— SOURCE MATERIAL —
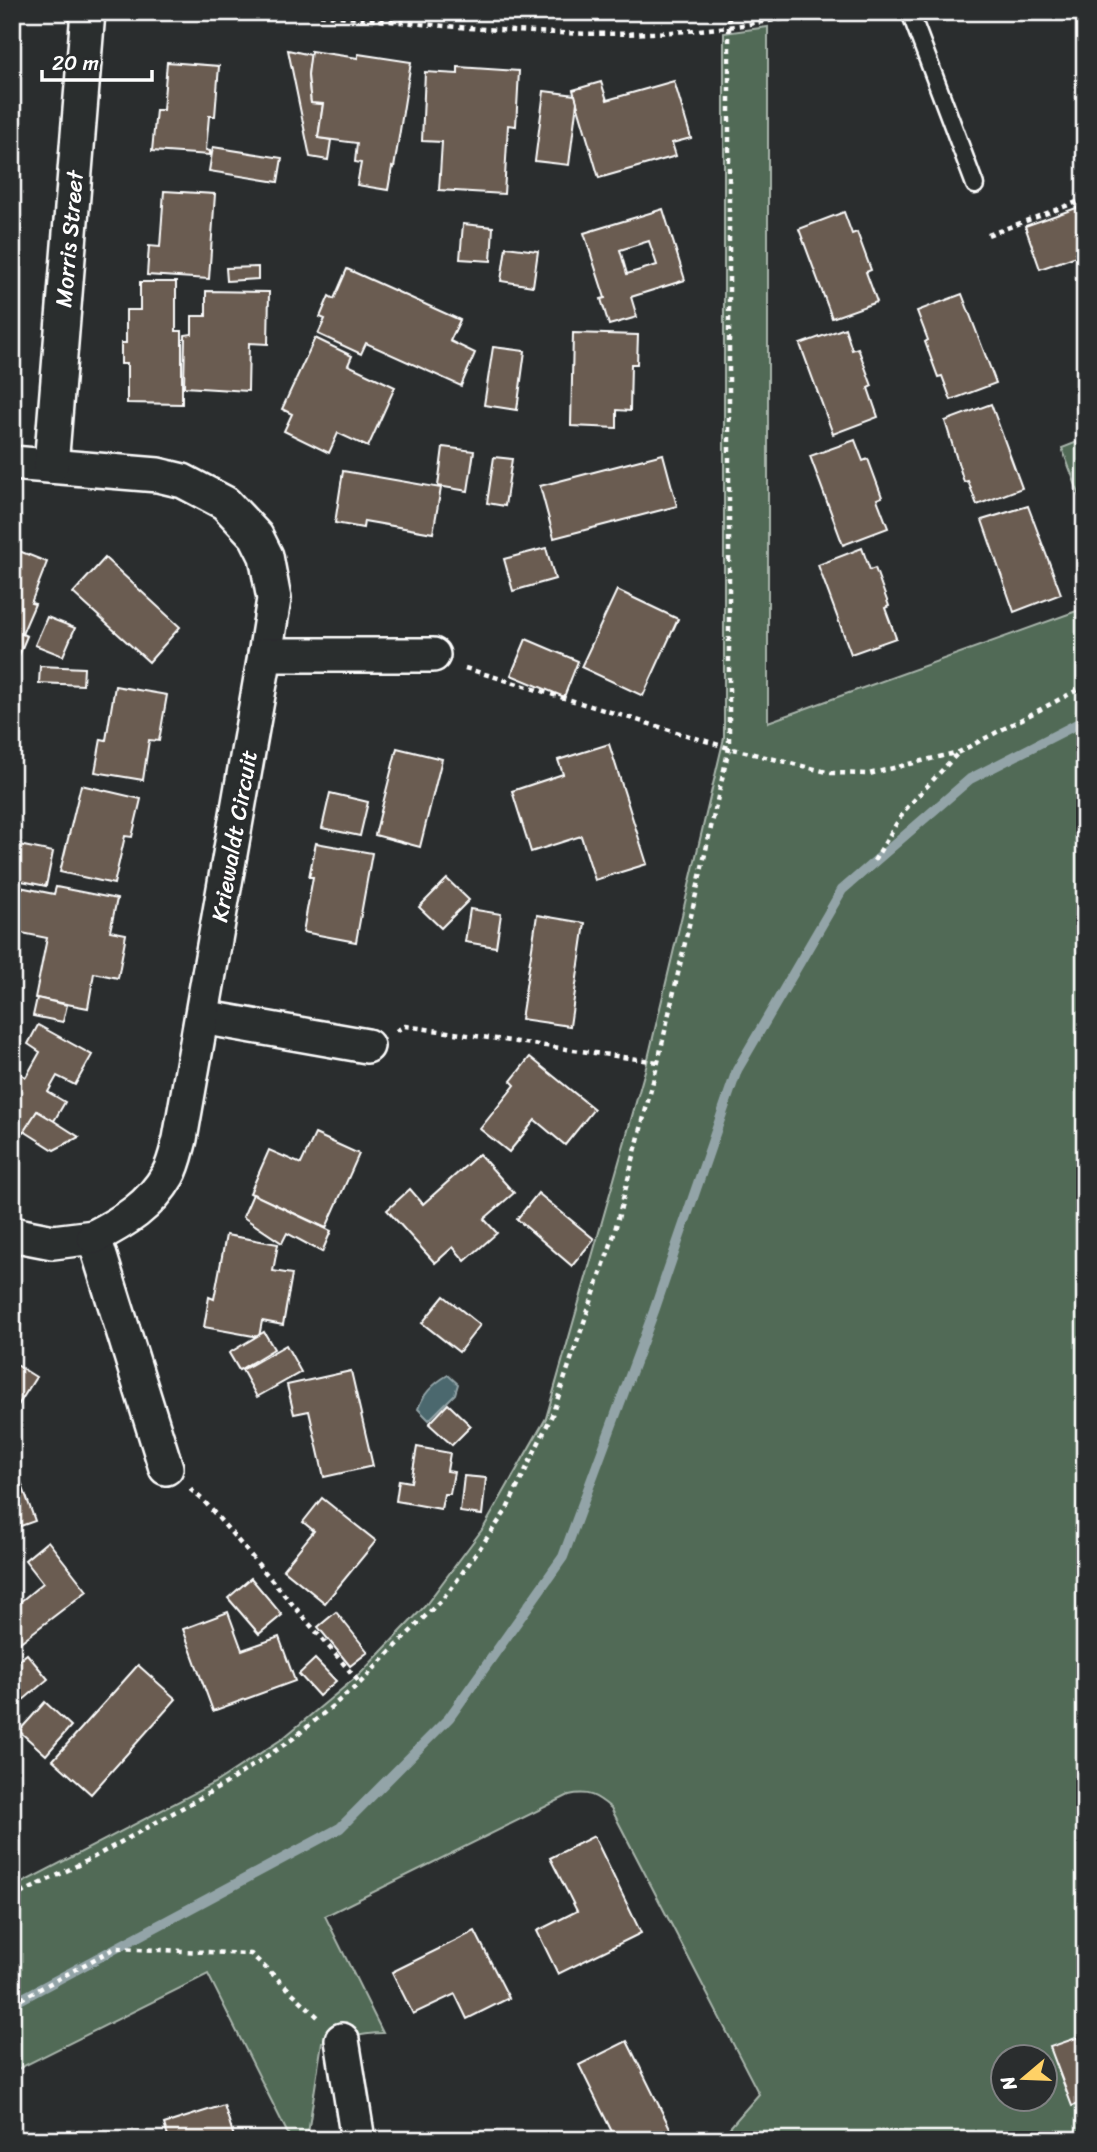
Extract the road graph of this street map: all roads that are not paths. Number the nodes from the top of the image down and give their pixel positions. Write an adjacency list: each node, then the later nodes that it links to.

==

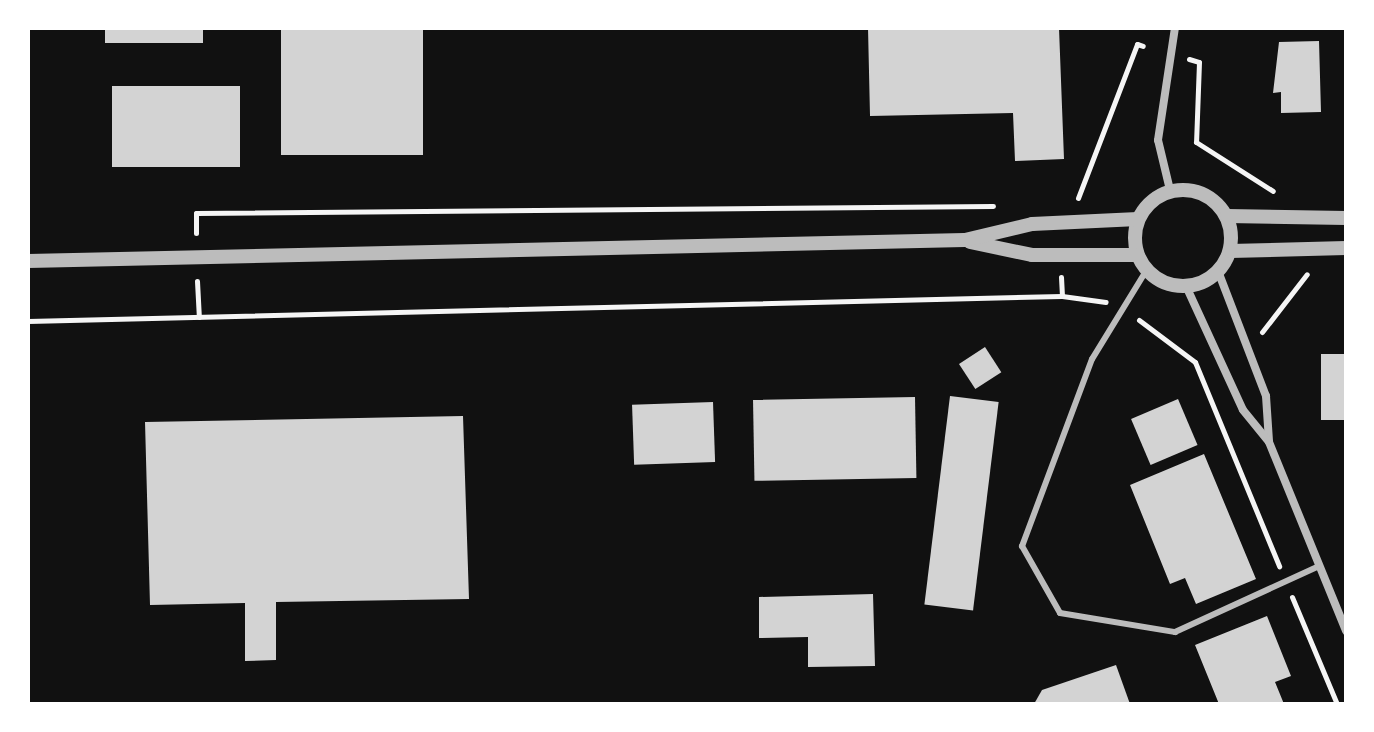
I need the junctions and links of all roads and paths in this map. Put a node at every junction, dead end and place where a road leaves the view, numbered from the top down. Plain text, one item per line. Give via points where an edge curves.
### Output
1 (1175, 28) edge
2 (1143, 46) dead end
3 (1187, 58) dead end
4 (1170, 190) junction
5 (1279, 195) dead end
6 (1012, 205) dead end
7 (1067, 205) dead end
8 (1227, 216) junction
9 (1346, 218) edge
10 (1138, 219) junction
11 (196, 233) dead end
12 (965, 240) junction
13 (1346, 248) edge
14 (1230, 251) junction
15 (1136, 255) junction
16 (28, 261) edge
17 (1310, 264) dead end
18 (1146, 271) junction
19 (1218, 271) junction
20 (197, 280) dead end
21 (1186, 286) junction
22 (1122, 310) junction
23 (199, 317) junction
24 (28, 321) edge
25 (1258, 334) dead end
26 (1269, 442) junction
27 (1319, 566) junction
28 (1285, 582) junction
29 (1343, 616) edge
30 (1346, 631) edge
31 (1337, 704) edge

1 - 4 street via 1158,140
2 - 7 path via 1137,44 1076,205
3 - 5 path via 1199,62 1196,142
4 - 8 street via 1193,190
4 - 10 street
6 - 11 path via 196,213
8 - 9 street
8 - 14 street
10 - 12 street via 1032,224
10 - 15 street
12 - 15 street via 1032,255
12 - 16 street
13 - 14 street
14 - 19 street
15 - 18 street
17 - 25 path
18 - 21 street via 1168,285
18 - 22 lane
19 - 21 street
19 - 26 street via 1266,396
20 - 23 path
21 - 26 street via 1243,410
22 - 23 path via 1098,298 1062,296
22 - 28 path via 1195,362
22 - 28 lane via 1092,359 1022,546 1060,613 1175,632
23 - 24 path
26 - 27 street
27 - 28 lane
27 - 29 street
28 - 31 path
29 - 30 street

— WORK INSTRUCTION —
Lines containing the word "down" must all be returned from the material above.

— WRITTEN ANSWER —
Extract the road graph of this street map: all roads that are not paths. Number the nodes from the top of the image down and give their pixel positions. Write an adjacency list: each node, then the later nodes that it links to.
I need the junctions and links of all roads and paths in this map. Put a node at every junction, dead end and place where a road leaves the view, numbered from the top down. Plain text, one item per line. Give via points where an edge curves.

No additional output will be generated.